Marner wanted the heaps of ten to grow into a square, and then into
a larger square; and every added guinea, while it was itself a
satisfaction, bred a new desire. In this strange world, made a
hopeless riddle to him, he might, if he had had a less intense
nature, have sat weaving, weaving--looking towards the end of his
pattern, or towards the end of his web, till he forgot the riddle,
and everything else but his immediate sensations; but the money had
come to mark off his weaving into periods, and the money not only
grew, but it remained with him. He began to think it was conscious
of him, as his loom was, and he would on no account have exchanged
those coins, which had become his familiars, for other coins with
unknown faces.
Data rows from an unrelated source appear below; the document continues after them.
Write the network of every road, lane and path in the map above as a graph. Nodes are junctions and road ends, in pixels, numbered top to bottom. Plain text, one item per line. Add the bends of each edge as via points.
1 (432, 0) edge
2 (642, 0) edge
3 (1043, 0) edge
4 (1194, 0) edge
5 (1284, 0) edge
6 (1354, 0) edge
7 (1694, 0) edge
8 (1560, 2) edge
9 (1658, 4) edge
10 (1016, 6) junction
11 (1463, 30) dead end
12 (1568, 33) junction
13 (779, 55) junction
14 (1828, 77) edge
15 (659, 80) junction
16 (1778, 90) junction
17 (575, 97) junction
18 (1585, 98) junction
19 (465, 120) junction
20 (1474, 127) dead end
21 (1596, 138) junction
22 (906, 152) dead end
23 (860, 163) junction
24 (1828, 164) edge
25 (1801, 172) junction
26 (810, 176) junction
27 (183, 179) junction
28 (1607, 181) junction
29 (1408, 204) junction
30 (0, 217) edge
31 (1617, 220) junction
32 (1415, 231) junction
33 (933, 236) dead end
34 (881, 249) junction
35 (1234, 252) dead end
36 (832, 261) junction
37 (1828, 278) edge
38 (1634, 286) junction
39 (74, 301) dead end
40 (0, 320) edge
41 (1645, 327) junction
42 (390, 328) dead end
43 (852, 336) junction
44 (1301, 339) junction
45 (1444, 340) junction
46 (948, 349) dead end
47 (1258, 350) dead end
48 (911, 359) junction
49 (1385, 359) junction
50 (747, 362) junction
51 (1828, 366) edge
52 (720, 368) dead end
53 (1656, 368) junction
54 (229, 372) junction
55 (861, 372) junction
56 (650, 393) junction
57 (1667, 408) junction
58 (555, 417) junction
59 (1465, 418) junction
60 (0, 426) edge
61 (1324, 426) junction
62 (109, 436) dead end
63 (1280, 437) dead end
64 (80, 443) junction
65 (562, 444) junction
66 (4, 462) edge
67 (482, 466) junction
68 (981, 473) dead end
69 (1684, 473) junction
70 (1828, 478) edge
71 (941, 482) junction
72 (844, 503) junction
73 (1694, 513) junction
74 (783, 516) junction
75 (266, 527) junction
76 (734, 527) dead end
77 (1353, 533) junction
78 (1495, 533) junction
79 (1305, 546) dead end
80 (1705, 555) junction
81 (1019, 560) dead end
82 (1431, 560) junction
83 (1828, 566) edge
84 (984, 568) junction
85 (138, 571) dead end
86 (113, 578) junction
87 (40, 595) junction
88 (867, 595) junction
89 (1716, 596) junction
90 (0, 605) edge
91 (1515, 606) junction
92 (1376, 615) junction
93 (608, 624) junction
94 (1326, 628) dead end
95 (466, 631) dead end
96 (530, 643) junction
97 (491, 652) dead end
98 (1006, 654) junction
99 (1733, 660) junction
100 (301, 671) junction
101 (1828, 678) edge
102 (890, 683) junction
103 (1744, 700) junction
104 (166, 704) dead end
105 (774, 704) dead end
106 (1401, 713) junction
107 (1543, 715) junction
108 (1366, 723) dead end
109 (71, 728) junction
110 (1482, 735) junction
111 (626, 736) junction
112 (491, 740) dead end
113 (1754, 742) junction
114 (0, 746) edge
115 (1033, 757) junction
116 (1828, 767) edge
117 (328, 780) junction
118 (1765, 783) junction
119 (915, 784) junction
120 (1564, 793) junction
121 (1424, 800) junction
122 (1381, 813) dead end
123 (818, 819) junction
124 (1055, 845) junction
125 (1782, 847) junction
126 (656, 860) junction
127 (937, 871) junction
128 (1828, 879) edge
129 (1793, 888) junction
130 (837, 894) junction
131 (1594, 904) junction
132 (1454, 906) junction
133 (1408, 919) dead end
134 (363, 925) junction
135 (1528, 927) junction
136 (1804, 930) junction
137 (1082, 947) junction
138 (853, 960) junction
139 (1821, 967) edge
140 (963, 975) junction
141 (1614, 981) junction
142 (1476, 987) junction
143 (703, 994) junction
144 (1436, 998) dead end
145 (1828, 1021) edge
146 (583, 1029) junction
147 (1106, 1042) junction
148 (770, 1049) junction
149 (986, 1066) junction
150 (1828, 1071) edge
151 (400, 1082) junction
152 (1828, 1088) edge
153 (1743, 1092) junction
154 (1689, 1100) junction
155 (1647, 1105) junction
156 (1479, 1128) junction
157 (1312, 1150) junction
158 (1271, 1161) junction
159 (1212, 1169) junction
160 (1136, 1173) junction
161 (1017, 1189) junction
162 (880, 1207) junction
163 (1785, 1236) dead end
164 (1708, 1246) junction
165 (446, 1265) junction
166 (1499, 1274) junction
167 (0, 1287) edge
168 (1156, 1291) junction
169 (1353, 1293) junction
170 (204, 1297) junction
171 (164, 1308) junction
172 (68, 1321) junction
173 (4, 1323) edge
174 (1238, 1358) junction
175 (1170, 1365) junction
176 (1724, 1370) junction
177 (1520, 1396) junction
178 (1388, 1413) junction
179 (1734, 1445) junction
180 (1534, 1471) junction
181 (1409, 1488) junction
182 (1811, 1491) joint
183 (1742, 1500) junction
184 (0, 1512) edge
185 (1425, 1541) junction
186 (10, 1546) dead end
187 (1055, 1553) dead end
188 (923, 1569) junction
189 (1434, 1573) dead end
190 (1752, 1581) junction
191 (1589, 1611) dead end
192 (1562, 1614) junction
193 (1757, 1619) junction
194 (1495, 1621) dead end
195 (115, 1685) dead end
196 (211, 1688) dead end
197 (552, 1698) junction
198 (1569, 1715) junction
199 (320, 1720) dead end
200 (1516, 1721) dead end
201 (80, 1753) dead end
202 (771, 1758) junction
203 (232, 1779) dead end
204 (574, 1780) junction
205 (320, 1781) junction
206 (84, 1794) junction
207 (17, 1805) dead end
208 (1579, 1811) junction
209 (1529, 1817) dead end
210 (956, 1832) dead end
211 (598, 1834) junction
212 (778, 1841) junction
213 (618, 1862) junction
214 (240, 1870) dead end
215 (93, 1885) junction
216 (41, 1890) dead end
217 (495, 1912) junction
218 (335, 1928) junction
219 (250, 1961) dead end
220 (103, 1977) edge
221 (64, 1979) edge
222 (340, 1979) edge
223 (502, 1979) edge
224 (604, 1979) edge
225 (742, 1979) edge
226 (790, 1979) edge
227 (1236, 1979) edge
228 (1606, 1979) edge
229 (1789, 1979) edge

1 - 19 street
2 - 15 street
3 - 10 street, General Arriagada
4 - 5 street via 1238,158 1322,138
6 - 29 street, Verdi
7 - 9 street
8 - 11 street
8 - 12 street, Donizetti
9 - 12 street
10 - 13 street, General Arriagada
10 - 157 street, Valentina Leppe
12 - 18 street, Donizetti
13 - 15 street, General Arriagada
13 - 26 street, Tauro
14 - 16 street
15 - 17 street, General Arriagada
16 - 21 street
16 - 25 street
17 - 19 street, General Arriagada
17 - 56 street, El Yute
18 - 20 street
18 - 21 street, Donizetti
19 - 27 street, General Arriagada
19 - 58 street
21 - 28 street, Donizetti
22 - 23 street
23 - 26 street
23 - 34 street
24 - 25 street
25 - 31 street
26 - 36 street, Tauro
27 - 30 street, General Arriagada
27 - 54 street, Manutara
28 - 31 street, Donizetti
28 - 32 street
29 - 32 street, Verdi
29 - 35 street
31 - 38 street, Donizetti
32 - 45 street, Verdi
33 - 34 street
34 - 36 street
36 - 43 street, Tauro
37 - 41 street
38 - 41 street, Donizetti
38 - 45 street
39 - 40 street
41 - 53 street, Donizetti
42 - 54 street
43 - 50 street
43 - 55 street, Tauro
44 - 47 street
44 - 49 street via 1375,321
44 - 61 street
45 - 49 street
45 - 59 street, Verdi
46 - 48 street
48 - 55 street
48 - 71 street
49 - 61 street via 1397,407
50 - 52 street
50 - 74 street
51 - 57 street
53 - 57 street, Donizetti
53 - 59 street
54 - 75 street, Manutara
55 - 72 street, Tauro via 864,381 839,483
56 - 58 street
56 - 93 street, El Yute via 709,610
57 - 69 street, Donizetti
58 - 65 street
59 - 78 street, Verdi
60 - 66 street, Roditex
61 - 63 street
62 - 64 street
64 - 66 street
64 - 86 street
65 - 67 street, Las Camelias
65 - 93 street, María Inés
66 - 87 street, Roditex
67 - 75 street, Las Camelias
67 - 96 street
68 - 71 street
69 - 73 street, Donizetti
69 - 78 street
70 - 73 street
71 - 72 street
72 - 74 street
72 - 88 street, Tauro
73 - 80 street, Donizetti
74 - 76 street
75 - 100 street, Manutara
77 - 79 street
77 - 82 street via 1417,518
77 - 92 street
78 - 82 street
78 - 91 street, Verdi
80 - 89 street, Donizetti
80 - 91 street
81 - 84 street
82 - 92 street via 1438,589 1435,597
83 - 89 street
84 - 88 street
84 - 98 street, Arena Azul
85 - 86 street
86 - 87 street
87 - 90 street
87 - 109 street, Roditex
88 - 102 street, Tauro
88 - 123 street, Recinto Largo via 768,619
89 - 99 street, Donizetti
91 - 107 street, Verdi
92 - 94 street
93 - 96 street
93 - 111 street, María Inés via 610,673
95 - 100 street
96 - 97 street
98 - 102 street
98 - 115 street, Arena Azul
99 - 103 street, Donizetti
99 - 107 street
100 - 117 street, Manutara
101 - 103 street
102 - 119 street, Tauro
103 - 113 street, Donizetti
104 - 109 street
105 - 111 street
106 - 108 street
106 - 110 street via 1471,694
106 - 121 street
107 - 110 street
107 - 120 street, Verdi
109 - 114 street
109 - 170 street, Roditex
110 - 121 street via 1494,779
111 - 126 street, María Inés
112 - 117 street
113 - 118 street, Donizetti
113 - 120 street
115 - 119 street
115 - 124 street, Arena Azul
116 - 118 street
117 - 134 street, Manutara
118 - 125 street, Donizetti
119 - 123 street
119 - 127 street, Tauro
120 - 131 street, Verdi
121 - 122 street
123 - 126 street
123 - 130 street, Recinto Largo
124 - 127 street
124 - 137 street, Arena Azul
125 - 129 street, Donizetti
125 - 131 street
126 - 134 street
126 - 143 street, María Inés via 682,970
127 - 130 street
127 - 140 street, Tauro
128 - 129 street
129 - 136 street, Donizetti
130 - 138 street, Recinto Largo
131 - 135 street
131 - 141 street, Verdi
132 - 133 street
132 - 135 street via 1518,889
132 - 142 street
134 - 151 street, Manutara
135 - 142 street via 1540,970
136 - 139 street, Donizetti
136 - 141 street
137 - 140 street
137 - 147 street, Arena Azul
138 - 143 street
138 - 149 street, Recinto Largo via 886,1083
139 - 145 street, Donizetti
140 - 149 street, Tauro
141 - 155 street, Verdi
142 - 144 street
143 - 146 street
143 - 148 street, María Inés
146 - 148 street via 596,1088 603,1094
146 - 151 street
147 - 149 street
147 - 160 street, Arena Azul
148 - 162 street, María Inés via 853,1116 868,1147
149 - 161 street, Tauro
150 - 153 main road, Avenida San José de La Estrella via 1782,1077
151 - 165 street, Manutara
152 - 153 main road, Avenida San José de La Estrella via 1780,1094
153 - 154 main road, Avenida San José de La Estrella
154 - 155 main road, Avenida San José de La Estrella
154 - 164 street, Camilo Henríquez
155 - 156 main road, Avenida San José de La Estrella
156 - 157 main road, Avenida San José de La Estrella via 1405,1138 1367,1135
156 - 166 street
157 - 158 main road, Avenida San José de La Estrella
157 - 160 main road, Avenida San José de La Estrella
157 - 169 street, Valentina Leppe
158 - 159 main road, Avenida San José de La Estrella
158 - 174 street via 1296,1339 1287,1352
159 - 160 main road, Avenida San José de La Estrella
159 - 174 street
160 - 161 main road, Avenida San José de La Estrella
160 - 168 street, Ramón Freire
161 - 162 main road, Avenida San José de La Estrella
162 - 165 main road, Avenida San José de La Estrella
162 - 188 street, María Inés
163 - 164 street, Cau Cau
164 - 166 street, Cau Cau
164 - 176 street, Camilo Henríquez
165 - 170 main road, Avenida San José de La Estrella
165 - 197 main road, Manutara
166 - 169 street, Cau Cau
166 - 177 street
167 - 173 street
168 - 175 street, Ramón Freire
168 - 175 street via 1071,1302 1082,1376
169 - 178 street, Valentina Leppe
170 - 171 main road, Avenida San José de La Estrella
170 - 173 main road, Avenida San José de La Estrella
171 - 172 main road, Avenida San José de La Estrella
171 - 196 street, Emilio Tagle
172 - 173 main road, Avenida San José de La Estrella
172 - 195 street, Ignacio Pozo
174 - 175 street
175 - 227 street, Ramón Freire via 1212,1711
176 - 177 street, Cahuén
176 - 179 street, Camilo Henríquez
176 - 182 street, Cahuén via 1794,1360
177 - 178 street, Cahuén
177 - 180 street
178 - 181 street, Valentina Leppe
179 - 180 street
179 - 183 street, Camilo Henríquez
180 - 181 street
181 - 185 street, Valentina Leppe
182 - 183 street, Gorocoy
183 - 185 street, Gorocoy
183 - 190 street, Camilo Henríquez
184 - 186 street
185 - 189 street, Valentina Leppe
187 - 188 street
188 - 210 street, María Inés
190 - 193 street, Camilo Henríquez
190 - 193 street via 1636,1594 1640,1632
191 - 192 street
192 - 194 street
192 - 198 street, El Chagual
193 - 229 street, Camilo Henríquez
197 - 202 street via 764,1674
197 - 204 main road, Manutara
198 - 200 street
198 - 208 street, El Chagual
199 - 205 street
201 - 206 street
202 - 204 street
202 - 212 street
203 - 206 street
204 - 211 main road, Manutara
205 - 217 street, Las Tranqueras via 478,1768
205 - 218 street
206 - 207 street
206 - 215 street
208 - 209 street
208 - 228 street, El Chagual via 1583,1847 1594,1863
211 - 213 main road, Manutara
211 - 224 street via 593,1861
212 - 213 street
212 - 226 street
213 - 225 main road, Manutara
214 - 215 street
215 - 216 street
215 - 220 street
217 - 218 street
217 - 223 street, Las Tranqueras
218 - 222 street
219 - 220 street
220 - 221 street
He handled them, he counted them, till their form
and colour were like the satisfaction of a thirst to him; but it was
only in the night, when his work was done, that he drew them out to
enjoy their companionship. He had taken up some bricks in his floor
underneath his loom, and here he had made a hole in which he set the
iron pot that contained his guineas and silver coins, covering the
bricks with sand whenever he replaced them. Not that the idea of
being robbed presented itself often or strongly to his mind:
hoarding was common in country districts in those days; there were
old labourers in the parish of Raveloe who were known to have their
savings by them, probably inside their flock-beds; but their rustic
neighbours, though not all of them as honest as their ancestors in
the days of King Alfred, had not imaginations bold enough to lay a
plan of burglary. How could they have spent the money in their own
village without betraying themselves? They would be obliged to
"run away"--a course as dark and dubious as a balloon journey.